►
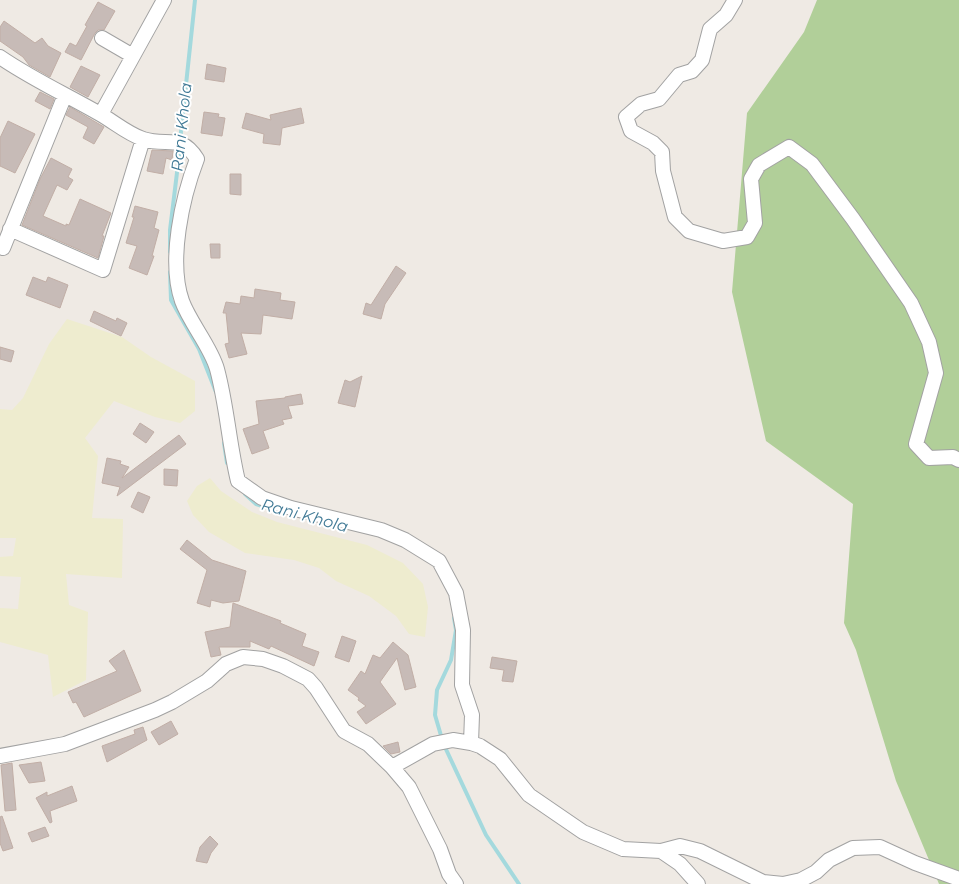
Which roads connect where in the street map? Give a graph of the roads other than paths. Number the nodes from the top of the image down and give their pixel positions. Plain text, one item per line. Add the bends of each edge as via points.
1 (164, 0) edge
2 (735, 0) edge
3 (102, 38) dead end
4 (133, 56) junction
5 (0, 57) edge
6 (65, 96) junction
7 (101, 114) junction
8 (143, 139) junction
9 (10, 229) junction
10 (3, 248) dead end
11 (959, 460) edge
12 (471, 743) junction
13 (0, 756) edge
14 (392, 767) junction
15 (661, 851) junction
16 (959, 879) edge
17 (456, 884) edge
18 (698, 884) edge

1 - 4 street
2 - 11 street via 726,15 710,29 702,60 692,71 679,75 659,99 642,104 626,117 631,131 662,152 663,171 676,217 689,231 723,241 747,237 755,223 751,179 759,165 789,147 812,164 911,303 929,342 936,373 916,444 929,458 953,457
3 - 4 street
4 - 7 street
5 - 6 street
6 - 7 street
6 - 9 street
7 - 8 street
8 - 9 street via 103,270
8 - 12 street via 186,145 197,159 188,182 177,240 176,274 182,301 216,366 238,481 262,498 291,508 381,530 439,561 456,593 463,630 462,685 472,715
9 - 10 street
12 - 14 street via 453,740 433,744
12 - 15 street via 500,759 529,795 583,832 623,850
13 - 14 street via 65,744 155,710 207,680 226,664 243,657 263,659 308,679 344,731 368,744
14 - 17 street via 409,787
15 - 16 street via 680,846 690,848 763,882 783,884 801,880 853,848 880,847
15 - 18 street via 680,864

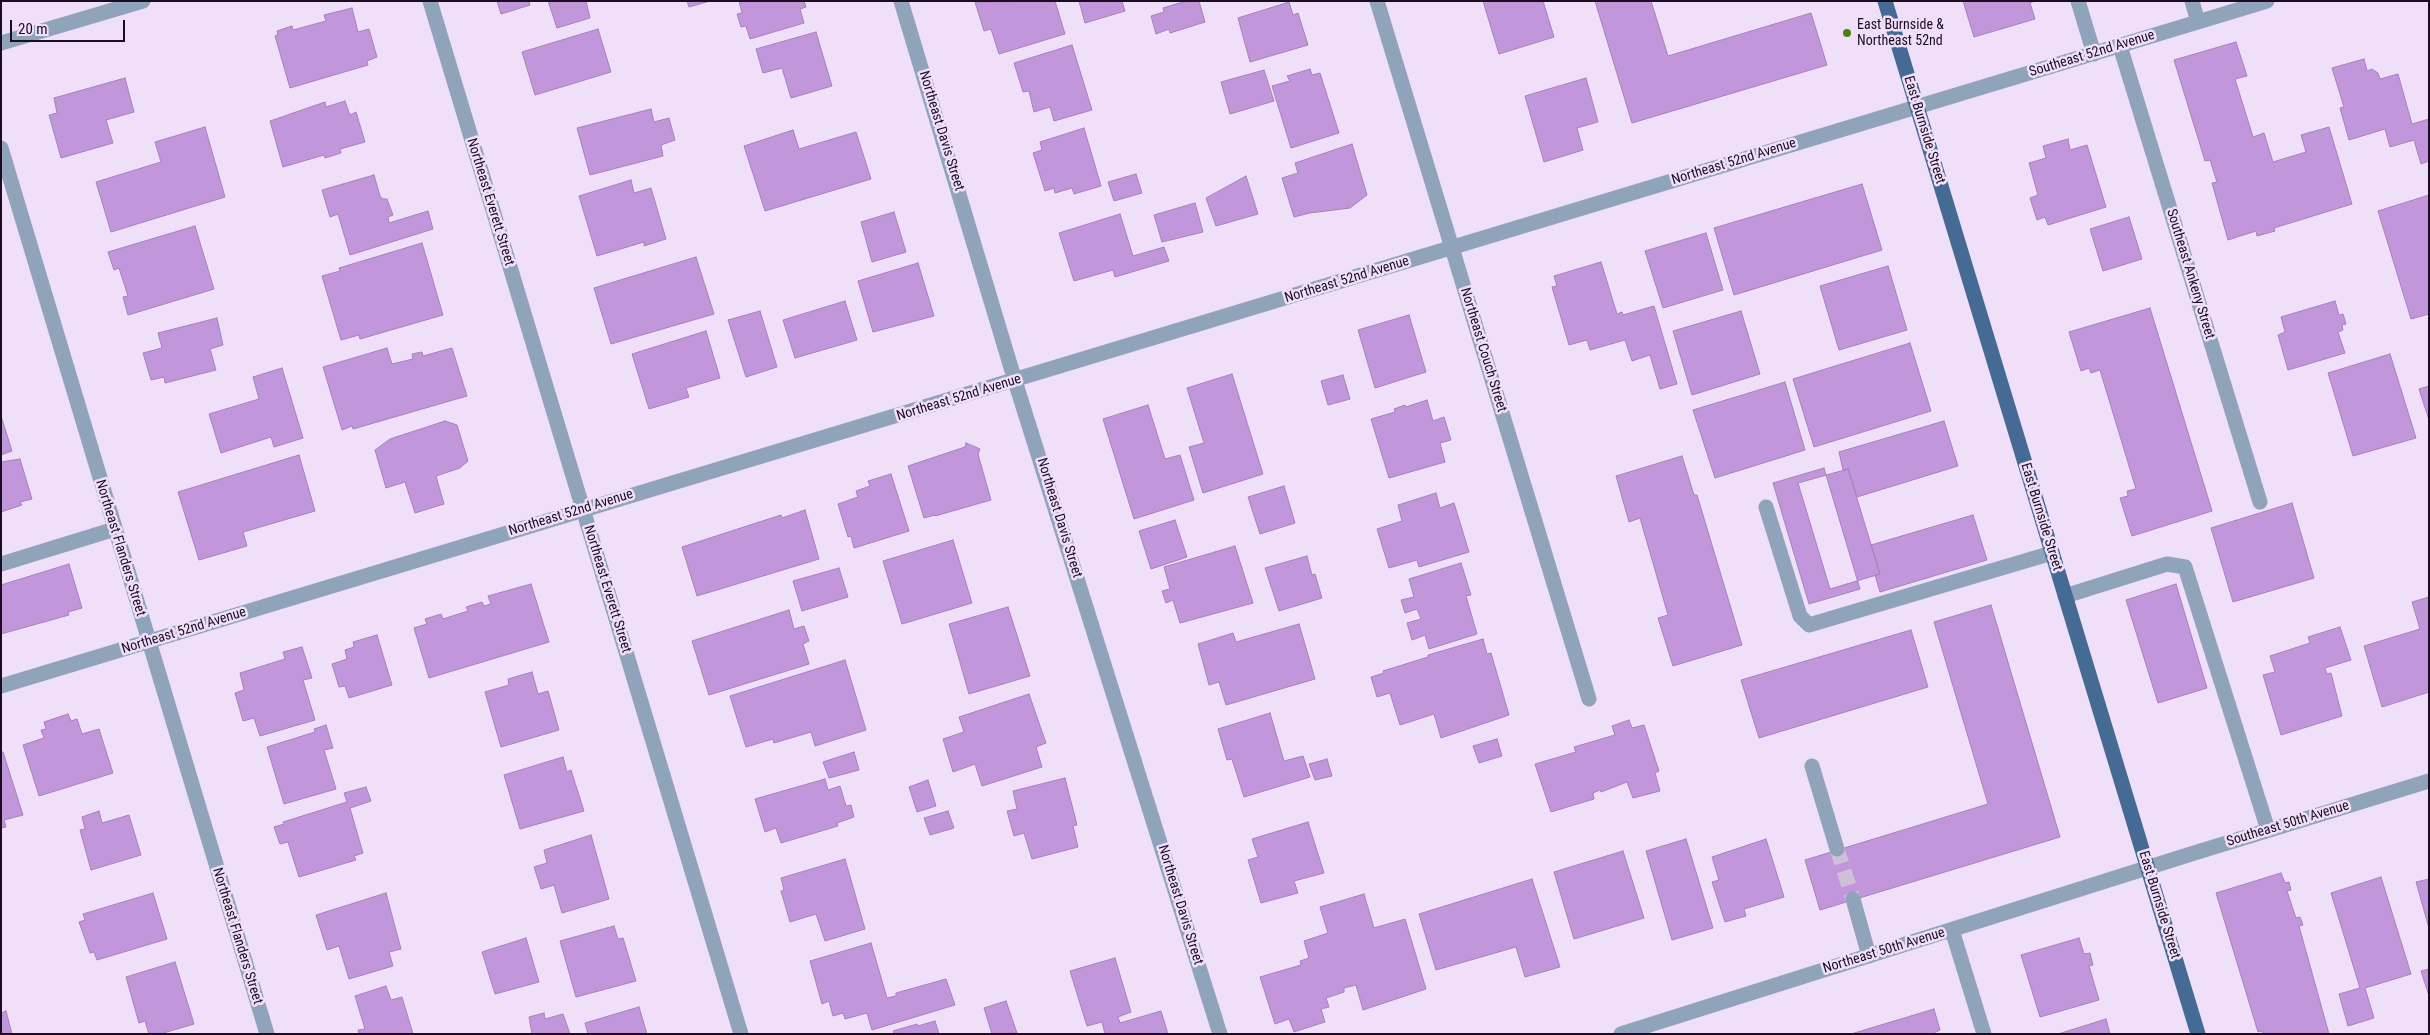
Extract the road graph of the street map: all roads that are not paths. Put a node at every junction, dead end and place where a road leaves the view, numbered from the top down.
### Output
◄
Transcribe the whole of the data exactly, minus any pictures.

Which roads connect where in the street map? Give a graph of the roads other than paths. Number the nodes from the top of the image down and give their pixel positions. Plain text, one item per line. Add the bends of each edge as via points.
1 (164, 0) edge
2 (735, 0) edge
3 (102, 38) dead end
4 (133, 56) junction
5 (0, 57) edge
6 (65, 96) junction
7 (101, 114) junction
8 (143, 139) junction
9 (10, 229) junction
10 (3, 248) dead end
11 (959, 460) edge
12 (471, 743) junction
13 (0, 756) edge
14 (392, 767) junction
15 (661, 851) junction
16 (959, 879) edge
17 (456, 884) edge
18 (698, 884) edge

1 - 4 street
2 - 11 street via 726,15 710,29 702,60 692,71 679,75 659,99 642,104 626,117 631,131 662,152 663,171 676,217 689,231 723,241 747,237 755,223 751,179 759,165 789,147 812,164 911,303 929,342 936,373 916,444 929,458 953,457
3 - 4 street
4 - 7 street
5 - 6 street
6 - 7 street
6 - 9 street
7 - 8 street
8 - 9 street via 103,270
8 - 12 street via 186,145 197,159 188,182 177,240 176,274 182,301 216,366 238,481 262,498 291,508 381,530 439,561 456,593 463,630 462,685 472,715
9 - 10 street
12 - 14 street via 453,740 433,744
12 - 15 street via 500,759 529,795 583,832 623,850
13 - 14 street via 65,744 155,710 207,680 226,664 243,657 263,659 308,679 344,731 368,744
14 - 17 street via 409,787
15 - 16 street via 680,846 690,848 763,882 783,884 801,880 853,848 880,847
15 - 18 street via 680,864

Extract the road graph of the street map: all roads that are not paths. Put a node at every junction, dead end and place where a road leaves the view, numbered from the top down.
### Output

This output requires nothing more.